◆ What is needed ◆
An exact transcription of every record is needed.

◆ Material to process ◆
★ ★ ★ ★ ★

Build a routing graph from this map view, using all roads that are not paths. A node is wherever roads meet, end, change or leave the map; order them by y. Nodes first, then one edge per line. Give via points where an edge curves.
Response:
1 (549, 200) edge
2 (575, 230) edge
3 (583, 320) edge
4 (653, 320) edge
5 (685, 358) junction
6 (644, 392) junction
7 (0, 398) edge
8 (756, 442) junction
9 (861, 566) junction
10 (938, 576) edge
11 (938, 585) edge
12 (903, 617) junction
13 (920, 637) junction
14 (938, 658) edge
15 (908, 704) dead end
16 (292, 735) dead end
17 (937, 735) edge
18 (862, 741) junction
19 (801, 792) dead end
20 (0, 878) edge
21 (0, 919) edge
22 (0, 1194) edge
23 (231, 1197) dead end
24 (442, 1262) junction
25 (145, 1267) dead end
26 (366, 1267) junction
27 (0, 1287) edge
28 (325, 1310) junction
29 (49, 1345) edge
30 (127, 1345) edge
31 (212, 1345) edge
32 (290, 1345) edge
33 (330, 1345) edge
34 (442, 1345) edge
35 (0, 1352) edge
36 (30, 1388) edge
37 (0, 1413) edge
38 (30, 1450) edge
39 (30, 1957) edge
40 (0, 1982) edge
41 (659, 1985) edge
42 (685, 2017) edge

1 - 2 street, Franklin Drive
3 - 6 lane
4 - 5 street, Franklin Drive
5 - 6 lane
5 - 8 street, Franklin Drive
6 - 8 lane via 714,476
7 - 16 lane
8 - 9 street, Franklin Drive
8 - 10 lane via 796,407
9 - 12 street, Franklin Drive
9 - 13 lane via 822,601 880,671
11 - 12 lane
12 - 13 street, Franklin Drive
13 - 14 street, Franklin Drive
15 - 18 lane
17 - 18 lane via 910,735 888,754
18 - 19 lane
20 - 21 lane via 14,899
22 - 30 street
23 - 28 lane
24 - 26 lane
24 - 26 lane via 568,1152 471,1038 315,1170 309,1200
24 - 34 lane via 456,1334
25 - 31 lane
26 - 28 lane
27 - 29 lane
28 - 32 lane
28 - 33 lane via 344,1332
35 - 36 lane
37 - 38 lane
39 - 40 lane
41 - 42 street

★ ★ ★ ★ ★

◆ Solution for this exercise ◆
Build a routing graph from this map view, using all roads that are not paths. A node is wherever roads meet, end, change or leave the map; order them by y. Nodes first, then one edge per line. Give via points where an edge curves.
Response:
1 (549, 200) edge
2 (575, 230) edge
3 (583, 320) edge
4 (653, 320) edge
5 (685, 358) junction
6 (644, 392) junction
7 (0, 398) edge
8 (756, 442) junction
9 (861, 566) junction
10 (938, 576) edge
11 (938, 585) edge
12 (903, 617) junction
13 (920, 637) junction
14 (938, 658) edge
15 (908, 704) dead end
16 (292, 735) dead end
17 (937, 735) edge
18 (862, 741) junction
19 (801, 792) dead end
20 (0, 878) edge
21 (0, 919) edge
22 (0, 1194) edge
23 (231, 1197) dead end
24 (442, 1262) junction
25 (145, 1267) dead end
26 (366, 1267) junction
27 (0, 1287) edge
28 (325, 1310) junction
29 (49, 1345) edge
30 (127, 1345) edge
31 (212, 1345) edge
32 (290, 1345) edge
33 (330, 1345) edge
34 (442, 1345) edge
35 (0, 1352) edge
36 (30, 1388) edge
37 (0, 1413) edge
38 (30, 1450) edge
39 (30, 1957) edge
40 (0, 1982) edge
41 (659, 1985) edge
42 (685, 2017) edge

1 - 2 street, Franklin Drive
3 - 6 lane
4 - 5 street, Franklin Drive
5 - 6 lane
5 - 8 street, Franklin Drive
6 - 8 lane via 714,476
7 - 16 lane
8 - 9 street, Franklin Drive
8 - 10 lane via 796,407
9 - 12 street, Franklin Drive
9 - 13 lane via 822,601 880,671
11 - 12 lane
12 - 13 street, Franklin Drive
13 - 14 street, Franklin Drive
15 - 18 lane
17 - 18 lane via 910,735 888,754
18 - 19 lane
20 - 21 lane via 14,899
22 - 30 street
23 - 28 lane
24 - 26 lane
24 - 26 lane via 568,1152 471,1038 315,1170 309,1200
24 - 34 lane via 456,1334
25 - 31 lane
26 - 28 lane
27 - 29 lane
28 - 32 lane
28 - 33 lane via 344,1332
35 - 36 lane
37 - 38 lane
39 - 40 lane
41 - 42 street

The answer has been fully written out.